● Task requirements: Every line of the records that holds the word "Include" should be copied.

● Saved data entries:
__________
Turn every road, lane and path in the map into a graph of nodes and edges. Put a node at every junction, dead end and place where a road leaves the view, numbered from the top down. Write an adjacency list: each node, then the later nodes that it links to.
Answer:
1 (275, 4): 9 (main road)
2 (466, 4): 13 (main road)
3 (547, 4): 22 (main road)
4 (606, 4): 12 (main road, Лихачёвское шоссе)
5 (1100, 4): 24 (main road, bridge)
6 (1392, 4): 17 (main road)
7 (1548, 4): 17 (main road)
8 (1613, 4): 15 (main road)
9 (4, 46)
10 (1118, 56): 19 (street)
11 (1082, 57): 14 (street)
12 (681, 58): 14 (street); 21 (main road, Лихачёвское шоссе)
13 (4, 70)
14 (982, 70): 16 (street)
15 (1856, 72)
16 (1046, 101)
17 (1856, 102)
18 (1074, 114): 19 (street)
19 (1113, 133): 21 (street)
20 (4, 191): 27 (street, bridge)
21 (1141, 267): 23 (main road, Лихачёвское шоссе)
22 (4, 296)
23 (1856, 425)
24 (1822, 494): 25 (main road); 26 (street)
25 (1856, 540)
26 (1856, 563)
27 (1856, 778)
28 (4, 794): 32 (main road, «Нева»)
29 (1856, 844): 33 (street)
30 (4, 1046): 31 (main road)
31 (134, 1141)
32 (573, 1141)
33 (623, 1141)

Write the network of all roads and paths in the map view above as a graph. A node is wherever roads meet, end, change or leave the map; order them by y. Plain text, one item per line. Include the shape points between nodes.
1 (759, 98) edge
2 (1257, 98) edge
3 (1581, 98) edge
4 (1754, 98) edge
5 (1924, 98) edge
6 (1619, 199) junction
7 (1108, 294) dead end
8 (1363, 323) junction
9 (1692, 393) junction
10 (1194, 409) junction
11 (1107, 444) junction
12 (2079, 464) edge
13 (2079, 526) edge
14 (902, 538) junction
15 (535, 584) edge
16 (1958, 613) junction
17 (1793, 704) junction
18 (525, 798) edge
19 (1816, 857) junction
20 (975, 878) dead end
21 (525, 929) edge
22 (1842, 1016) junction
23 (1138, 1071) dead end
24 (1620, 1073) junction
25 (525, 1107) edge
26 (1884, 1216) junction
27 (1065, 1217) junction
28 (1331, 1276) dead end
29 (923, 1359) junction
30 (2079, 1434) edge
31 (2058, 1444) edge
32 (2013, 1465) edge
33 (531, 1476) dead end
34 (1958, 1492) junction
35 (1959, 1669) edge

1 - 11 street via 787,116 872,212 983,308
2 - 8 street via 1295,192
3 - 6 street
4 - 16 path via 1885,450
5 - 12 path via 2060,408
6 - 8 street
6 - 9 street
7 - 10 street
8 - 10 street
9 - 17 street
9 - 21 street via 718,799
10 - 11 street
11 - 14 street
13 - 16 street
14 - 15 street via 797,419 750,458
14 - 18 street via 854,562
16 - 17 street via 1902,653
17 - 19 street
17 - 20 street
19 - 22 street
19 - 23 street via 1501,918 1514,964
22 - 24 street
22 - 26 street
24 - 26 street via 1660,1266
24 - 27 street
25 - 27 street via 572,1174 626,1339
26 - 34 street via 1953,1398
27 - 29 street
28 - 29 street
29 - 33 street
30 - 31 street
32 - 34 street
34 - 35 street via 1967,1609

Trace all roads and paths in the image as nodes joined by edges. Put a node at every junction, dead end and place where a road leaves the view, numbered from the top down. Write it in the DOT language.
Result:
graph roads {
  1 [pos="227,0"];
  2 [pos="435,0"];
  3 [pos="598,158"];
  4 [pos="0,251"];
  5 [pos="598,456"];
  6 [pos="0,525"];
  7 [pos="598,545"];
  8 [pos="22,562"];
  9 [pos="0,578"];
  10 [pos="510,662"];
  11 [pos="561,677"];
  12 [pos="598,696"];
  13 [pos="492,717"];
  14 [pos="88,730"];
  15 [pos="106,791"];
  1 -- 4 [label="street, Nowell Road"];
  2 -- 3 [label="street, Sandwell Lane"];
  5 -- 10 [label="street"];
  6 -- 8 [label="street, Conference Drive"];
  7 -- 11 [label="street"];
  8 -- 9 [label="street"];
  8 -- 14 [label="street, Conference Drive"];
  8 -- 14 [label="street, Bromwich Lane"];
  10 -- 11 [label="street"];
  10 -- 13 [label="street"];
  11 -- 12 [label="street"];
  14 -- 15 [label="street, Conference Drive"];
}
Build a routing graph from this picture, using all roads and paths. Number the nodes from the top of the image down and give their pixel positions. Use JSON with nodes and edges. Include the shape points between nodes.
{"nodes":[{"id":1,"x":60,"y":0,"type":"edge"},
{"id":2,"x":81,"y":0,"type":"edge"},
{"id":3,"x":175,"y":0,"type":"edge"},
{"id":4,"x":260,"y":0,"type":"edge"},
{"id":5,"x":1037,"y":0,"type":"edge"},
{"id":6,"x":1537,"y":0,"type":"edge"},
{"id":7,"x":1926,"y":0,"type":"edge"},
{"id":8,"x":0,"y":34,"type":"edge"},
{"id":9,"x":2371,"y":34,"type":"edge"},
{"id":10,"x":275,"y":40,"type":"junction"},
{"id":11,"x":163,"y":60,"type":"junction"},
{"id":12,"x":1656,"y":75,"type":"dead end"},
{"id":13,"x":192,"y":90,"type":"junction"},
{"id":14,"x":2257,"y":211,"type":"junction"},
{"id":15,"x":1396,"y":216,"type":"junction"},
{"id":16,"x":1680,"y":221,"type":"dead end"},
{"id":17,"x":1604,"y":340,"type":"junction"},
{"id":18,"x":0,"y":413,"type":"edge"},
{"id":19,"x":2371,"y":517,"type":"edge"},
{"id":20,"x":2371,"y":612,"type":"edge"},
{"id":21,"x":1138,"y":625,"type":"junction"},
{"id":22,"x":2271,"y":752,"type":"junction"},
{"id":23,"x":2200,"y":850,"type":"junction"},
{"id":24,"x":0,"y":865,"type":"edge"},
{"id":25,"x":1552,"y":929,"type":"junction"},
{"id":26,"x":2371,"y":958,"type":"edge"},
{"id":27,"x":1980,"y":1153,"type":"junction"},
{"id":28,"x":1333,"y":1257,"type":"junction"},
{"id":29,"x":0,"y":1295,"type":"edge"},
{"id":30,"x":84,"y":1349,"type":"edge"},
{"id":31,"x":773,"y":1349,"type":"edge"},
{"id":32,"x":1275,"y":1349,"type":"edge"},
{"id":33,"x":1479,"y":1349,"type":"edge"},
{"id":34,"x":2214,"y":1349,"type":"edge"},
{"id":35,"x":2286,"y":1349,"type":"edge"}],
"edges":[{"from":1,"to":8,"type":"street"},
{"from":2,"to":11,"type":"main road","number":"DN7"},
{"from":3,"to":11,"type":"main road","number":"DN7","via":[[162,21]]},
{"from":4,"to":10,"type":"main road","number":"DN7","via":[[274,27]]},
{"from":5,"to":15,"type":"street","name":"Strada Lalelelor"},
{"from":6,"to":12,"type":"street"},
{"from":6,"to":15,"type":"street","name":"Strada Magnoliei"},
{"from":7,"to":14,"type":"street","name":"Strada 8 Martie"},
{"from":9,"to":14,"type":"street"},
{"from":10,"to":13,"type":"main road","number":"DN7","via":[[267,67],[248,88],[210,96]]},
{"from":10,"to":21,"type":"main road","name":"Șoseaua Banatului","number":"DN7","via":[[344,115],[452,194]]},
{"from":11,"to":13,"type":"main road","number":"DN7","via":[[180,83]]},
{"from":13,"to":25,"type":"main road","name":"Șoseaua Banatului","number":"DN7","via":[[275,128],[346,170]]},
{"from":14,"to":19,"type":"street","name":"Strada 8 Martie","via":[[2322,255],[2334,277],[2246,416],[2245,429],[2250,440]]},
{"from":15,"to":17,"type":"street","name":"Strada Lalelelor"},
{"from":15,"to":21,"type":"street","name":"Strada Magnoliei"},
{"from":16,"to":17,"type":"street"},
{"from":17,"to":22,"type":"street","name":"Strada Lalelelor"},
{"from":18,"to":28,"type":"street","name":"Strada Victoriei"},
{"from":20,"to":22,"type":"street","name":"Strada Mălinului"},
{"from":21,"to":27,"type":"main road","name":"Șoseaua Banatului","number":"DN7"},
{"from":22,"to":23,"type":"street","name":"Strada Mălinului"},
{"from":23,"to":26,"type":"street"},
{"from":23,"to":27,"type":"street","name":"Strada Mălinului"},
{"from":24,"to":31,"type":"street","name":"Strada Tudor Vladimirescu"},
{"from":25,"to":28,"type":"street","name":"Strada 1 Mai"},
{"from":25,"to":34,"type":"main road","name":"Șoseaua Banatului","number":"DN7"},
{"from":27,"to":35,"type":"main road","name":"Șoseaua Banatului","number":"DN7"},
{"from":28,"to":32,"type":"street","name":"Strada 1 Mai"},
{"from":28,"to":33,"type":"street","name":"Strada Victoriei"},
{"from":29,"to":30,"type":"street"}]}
__________
● Written reply:
Write the network of all roads and paths in the map view above as a graph. A node is wherever roads meet, end, change or leave the map; order them by y. Plain text, one item per line. Include the shape points between nodes.
Build a routing graph from this picture, using all roads and paths. Number the nodes from the top of the image down and give their pixel positions. Use JSON with nodes and edges. Include the shape points between nodes.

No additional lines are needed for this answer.